47The problem with which the appellant was faced, as the evidence established, was that it was not until he was 15 to 20 metres from the end of lane 1 that he judged that there was a sufficient gap in the traffic in lane 2 into which he could move. The inference to be drawn from that is that he moved very suddenly to the right for otherwise he was going to run out of road space. The evidence was clearly sufficient to justify the primary judge's finding (at [61]) that the appellant simply misjudged the situation and, in particular, misjudged the gap between his and the respondent's vehicle as being sufficient to enable him to move safely in front of that vehicle without colliding with it.
48The appellant in oral argument acknowledged that his submissions were necessarily predicated upon the assumption that when he decided to move out of lane 1, his vehicle was in front of the respondent's truck in lane 2. As I have noted at [47] above, the primary judge seems to have accepted that this was so at [59] of his reasons, albeit that the extent of separation was only three metres. However his Honour also found (at [60]) that the respondent did not observe the appellant's vehicle commence to move into lane 2 and was not aware of any impact between the two vehicles.
49The fact that there was no damage to the front of the respondent's truck and that his Honour's findings (at [60]) that the impact was of a glancing nature and occurred at the bottom of the near side of the rear section of the truck (at [17]), leads inevitably to the conclusion first, that it was the appellant's vehicle which collided with the rear section of the respondent's truck and, secondly, for that to have occurred the appellant's vehicle could not have been in front of the truck as he asserted.
50Recognition of this fact was sought to be met by the appellant asserting, and his Honour rejecting (at [41] - [42]), the allegation that on observing the appellant commencing to move out of lane 1, the respondent deliberately accelerated his vehicle in order to close the gap between them so as to prevent the appellant from moving in front of him.
51Ultimately, in oral argument, the appellant accepted, properly in my view given the evidence, that once it was acknowledged that the point of collision was on the silver metallic strip along the bottom of the rear section of the truck, that was the end of his case subject only to the acceleration issue which his Honour, in my opinion, was entitled to and did reject.
52But even if the appellant's vehicle was some three metres in front of the truck when the former commenced to move out of lane 1, the appellant's case depended, as his counsel acknowledged, on the following propositions. First, the respondent knew that lane 1 was a merging lane and was therefore going to terminate; secondly, he ought to have observed the fact that the appellant had activated his right hand indicator on; thirdly, the respondent should therefore have anticipated that the appellant would need to move into lane 2 before he came to the end of lane 1; and fourthly, he was under a duty or obligation to slow down to permit him to do so safely and his failure to do so was a breach of his duty of care.
53Not only was the respondent not under the duty referred to but Rule 148(1) of the ARR mandated the appellant to give way, not the respondent. There is nothing in the principles in Manley relied on by the appellant which required the respondent to respond to the appellant's need to move lanes by slowing down and giving way to him.
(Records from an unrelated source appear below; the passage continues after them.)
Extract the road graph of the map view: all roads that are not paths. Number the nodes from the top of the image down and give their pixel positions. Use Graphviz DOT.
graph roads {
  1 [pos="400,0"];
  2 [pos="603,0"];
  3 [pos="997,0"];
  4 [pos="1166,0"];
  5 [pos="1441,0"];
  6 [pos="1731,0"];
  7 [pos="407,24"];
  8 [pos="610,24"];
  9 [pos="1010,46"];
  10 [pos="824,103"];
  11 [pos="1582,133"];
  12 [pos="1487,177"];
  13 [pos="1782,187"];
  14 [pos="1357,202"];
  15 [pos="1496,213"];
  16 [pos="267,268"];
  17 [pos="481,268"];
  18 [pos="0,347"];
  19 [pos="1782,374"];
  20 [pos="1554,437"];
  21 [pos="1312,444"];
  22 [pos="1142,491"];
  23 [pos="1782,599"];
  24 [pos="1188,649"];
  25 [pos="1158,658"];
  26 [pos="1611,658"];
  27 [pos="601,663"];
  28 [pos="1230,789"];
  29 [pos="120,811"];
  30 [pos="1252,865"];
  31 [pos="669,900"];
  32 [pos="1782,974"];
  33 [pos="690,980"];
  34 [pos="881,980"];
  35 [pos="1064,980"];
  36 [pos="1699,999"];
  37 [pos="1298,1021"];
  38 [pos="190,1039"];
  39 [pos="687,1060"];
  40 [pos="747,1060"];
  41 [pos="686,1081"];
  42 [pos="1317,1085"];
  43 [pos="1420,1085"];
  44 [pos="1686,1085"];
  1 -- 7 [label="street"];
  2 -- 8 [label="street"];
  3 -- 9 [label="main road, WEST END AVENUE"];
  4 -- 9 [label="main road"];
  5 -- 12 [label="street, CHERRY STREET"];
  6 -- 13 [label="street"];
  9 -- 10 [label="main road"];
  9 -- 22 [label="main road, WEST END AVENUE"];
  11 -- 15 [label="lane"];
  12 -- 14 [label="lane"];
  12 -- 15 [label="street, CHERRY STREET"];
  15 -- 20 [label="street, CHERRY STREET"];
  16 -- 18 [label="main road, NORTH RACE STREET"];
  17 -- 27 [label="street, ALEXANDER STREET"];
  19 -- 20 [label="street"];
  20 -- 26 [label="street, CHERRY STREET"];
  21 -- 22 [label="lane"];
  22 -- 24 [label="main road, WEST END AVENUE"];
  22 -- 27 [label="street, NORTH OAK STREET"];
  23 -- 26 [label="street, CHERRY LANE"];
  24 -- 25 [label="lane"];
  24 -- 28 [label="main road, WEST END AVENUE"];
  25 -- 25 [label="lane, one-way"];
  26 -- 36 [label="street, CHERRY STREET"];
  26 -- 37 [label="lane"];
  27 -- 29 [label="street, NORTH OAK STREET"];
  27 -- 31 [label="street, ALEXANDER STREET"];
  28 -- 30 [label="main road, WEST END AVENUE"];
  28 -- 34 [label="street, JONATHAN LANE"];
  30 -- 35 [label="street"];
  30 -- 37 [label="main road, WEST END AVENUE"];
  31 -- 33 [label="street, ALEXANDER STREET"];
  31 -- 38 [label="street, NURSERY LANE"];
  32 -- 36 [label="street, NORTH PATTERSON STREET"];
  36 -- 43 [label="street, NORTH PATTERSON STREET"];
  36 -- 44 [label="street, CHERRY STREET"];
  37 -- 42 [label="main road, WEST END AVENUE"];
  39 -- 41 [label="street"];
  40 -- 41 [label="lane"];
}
54Accordingly, in my view, no error on the part of the primary judge has been demonstrated to suggest that it was not open to his Honour to find that the respondent was not guilty of failing to keep a proper lookout or that he was in breach of his duty of care by failing to facilitate the appellant's need to move from lane 1 into lane 2. Grounds 2, 4 and 5 should be rejected.
55Ground 6 reads as follows:
His Honour miscarried his function as the trial judge by drawing inferences against the appellant's case which did not have a sound basis on the evidence and accepted the respondent's evidence as to the version of the collision in circumstances where the respondent gave evidence admitting that he had a poor recollection of the events leading up to and causing the collision and that the conclusions of the Trial judge in favour of the respondent were glaringly improbable.
56This ground does not in substance differ from Grounds 1 and 3. It contains an assertion that the primary judge should not have accepted the evidence of the respondent that he did not see the appellant's vehicle and/or was unaware of the collision. It is a nonsense to submit, as does the appellant, that the primary judge's function as a trial judge miscarried when he accepted the credibility of both witnesses but yet accepted the respondent's evidence that he had no recollection of the collision.
57There is, of course, no inconsistency between his Honour accepting both the appellant and the respondent as honest witnesses as well as accepting the version of each of them, namely, that the appellant attempted to move into the lane in which the respondent was travelling when the two vehicles were a mere three metres apart and the evidence of the respondent that he simply did not see the appellant's vehicle or hear or understand that a collision had taken place.
58Nevertheless, in his written submissions, the appellant asserted that it would be "incredible" if the respondent did not know that a collision had taken place despite the fact that it had been heard by others by the side of the road or in close proximity, a reference apparently to Mr Dodds. I have already dealt with this submission which has no substance.
59It was next submitted that given the amount of damage to the appellant's vehicle, it could only be speculative that there was no apparent impact, noise or vibration in the respondent's vehicle so as to give him notice that a collision had in fact occurred. The difficulty with this submission, as I have already observed, is that there was no damage to the respondent's truck and his Honour found that the impact was of a "glancing" nature which would explain why the respondent was unaware of it.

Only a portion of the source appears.